I made a 20 minute piece called “it was always worth it” about my ex and our breakup. People seemed to like that one a lot. I was recently in the NYT’s T Magazine which a lot of people that weren’t me seemed to care more about.

I don’t know if either of these things felt particularly special to me but they definitely allowed me to connect with new people and start collaborations with artists I’d admired for a long time.

There are many descriptions of the ideal state of mind for being creative. What is it like for you? What supports this ideal state of mind and what are distractions? Are there strategies to enter into this state more easily?

This is actually what the new record A Softer Focus is about. That record was a collaboration with San Antonio visual artist Dani Toral. She knows so much more about her craft than I do about mine. You should interview her. (laughs)

The album’s title comes from the experience someone can have when you are so focused on one specific thing that the rest of the world fades away. This could be the Flow State you enter when working on a creative project, an experience with meditation, or being blackout drunk at a party and only being capable of addressing things moment by moment.

Music and sounds can heal, but they can also hurt. Do you personally have experiences with either or both of these? Where do you personally see the biggest need and potential for music as a tool for healing?

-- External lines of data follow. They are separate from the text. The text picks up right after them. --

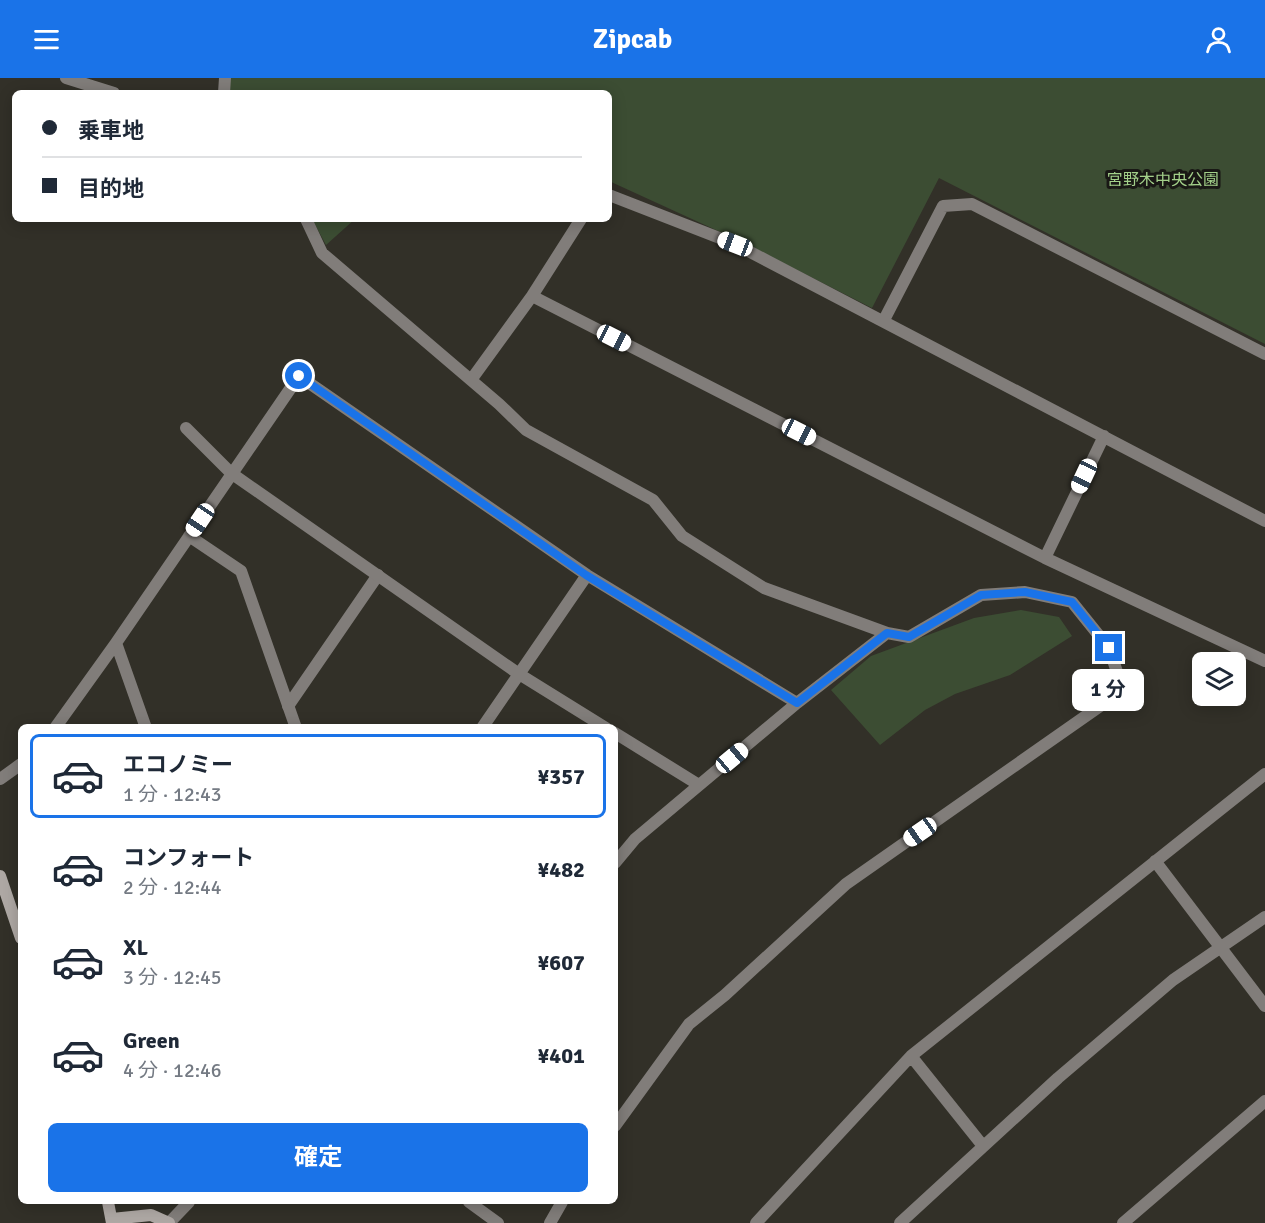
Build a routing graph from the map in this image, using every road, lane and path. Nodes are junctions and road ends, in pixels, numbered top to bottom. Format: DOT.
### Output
graph roads {
  1 [pos="66,78"];
  2 [pos="104,90"];
  3 [pos="612,196"];
  4 [pos="307,222"];
  5 [pos="580,222"];
  6 [pos="532,296"];
  7 [pos="884,320"];
  8 [pos="1265,354"];
  9 [pos="471,380"];
  10 [pos="186,428"];
  11 [pos="1104,436"];
  12 [pos="231,473"];
  13 [pos="1265,521"];
  14 [pos="189,536"];
  15 [pos="1046,558"];
  16 [pos="378,575"];
  17 [pos="586,575"];
  18 [pos="887,633"];
  19 [pos="116,643"];
  20 [pos="1265,661"];
  21 [pos="519,674"];
  22 [pos="797,703"];
  23 [pos="288,706"];
  24 [pos="58,724"];
  25 [pos="145,724"];
  26 [pos="295,724"];
  27 [pos="485,724"];
  28 [pos="600,724"];
  29 [pos="618,735"];
  30 [pos="18,766"];
  31 [pos="1265,774"];
  32 [pos="0,779"];
  33 [pos="699,785"];
  34 [pos="618,859"];
  35 [pos="1155,861"];
  36 [pos="0,876"];
  37 [pos="1265,917"];
  38 [pos="18,929"];
  39 [pos="1222,948"];
  40 [pos="1265,1006"];
  41 [pos="911,1056"];
  42 [pos="1265,1101"];
  43 [pos="618,1122"];
  44 [pos="983,1146"];
  45 [pos="108,1204"];
  46 [pos="187,1204"];
  47 [pos="472,1204"];
  48 [pos="561,1204"];
  49 [pos="112,1221"];
  50 [pos="169,1223"];
  51 [pos="498,1223"];
  52 [pos="550,1223"];
  53 [pos="756,1223"];
  54 [pos="900,1223"];
  55 [pos="1123,1223"];
  1 -- 2 [label="street"];
  3 -- 7 [label="street"];
  4 -- 9 [label="street"];
  5 -- 6 [label="street"];
  6 -- 9 [label="street"];
  6 -- 15 [label="street"];
  7 -- 8 [label="street"];
  7 -- 11 [label="street"];
  9 -- 18 [label="street"];
  10 -- 12 [label="street"];
  11 -- 13 [label="street"];
  11 -- 15 [label="street"];
  12 -- 14 [label="street"];
  12 -- 16 [label="street"];
  12 -- 17 [label="street"];
  14 -- 19 [label="street"];
  14 -- 23 [label="street"];
  15 -- 20 [label="street"];
  16 -- 21 [label="street"];
  16 -- 23 [label="street"];
  17 -- 21 [label="street"];
  17 -- 22 [label="street"];
  18 -- 22 [label="street"];
  18 -- 43 [label="street"];
  19 -- 24 [label="street"];
  19 -- 25 [label="street"];
  21 -- 27 [label="street"];
  21 -- 28 [label="street"];
  22 -- 33 [label="street"];
  23 -- 26 [label="street"];
  29 -- 33 [label="street"];
  30 -- 32 [label="street"];
  31 -- 35 [label="street"];
  33 -- 34 [label="street"];
  35 -- 39 [label="street"];
  35 -- 41 [label="street"];
  36 -- 38 [label="street"];
  37 -- 39 [label="street"];
  39 -- 40 [label="street"];
  39 -- 44 [label="street"];
  41 -- 44 [label="street"];
  41 -- 53 [label="street"];
  42 -- 55 [label="street"];
  44 -- 54 [label="street"];
  45 -- 49 [label="street"];
  46 -- 50 [label="street"];
  47 -- 51 [label="street"];
  48 -- 52 [label="street"];
  49 -- 50 [label="street"];
}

I suffer from pretty extreme bouts of depression and anxiety. I’ve never found the right rx cocktail but the one thing that always can tide me over until the next morning is music. I specifically listen to more melancholic songwriter type stuff when I am in that mental zone. It helps to hear someone else, as cheesy as some of it is, going through the same kinds of things as me. Connecting with others, even if you don’t know them, is healing as fuck. That is what music can do.

There is a fine line between cultural exchange and appropriation. What are your thoughts on the limits of copying, using cultural signs and symbols and the cultural/social/gender specificity of art?

I’ve almost been sued for using samples, recordings of recordings, etc. It is a tricky world.

That being said, cultural appropriation is super prevalent in experimental music. White people using indigenous instruments is super common and probably not a good move. White people playing styles of music created by Black People and giving no acknowledgement to the creators - also very bad.

This is not to say I haven’t fucked up in the past or will fuck up in the future. I rarely collaborate with non-white individuals. It is a real problem. It is my problem to fix - no one else's. I’m working on it.

Our sense of hearing shares intriguing connections to other senses. From your experience, what are some of the most inspiring overlaps between different senses - and what do they tell us about the way our senses work?

I am not the best cook but I love cooking. Learning in general is important to me and the kitchen is a place I have historically struggled. Cooking requires you to tune in to your senses much like creating other kinds of art. I think that tuning in to multiple senses at the same time can enhance an experience that would otherwise not be notable. Senses are the first step to a lot of emotional experiences. Seems important to me.

Art can be a purpose in its own right, but it can also directly feed back into everyday life, take on a social and political role and lead to more engagement. Can you describe your approach to art and being an artist?

I don’t like speaking for anyone or to any experiences outside my own. My art addresses my own life and my view of the world. I get in trouble when I speak for or about others and have learned to keep my mouth shut and my head down. I love the banal, the routine, the everyday. Watering the plants, drinking a beer, playing guitar, letting my dog lick my face. Those are the things that I want to share with the world. I stopped asking the big questions a long time ago.

What can music express about life and death which words alone may not?

I don’t think I can answer this question. I lived a lie until around 3 or 4 years ago. I haven’t died. Plus, words mean a lot to me. I like what words do more than music.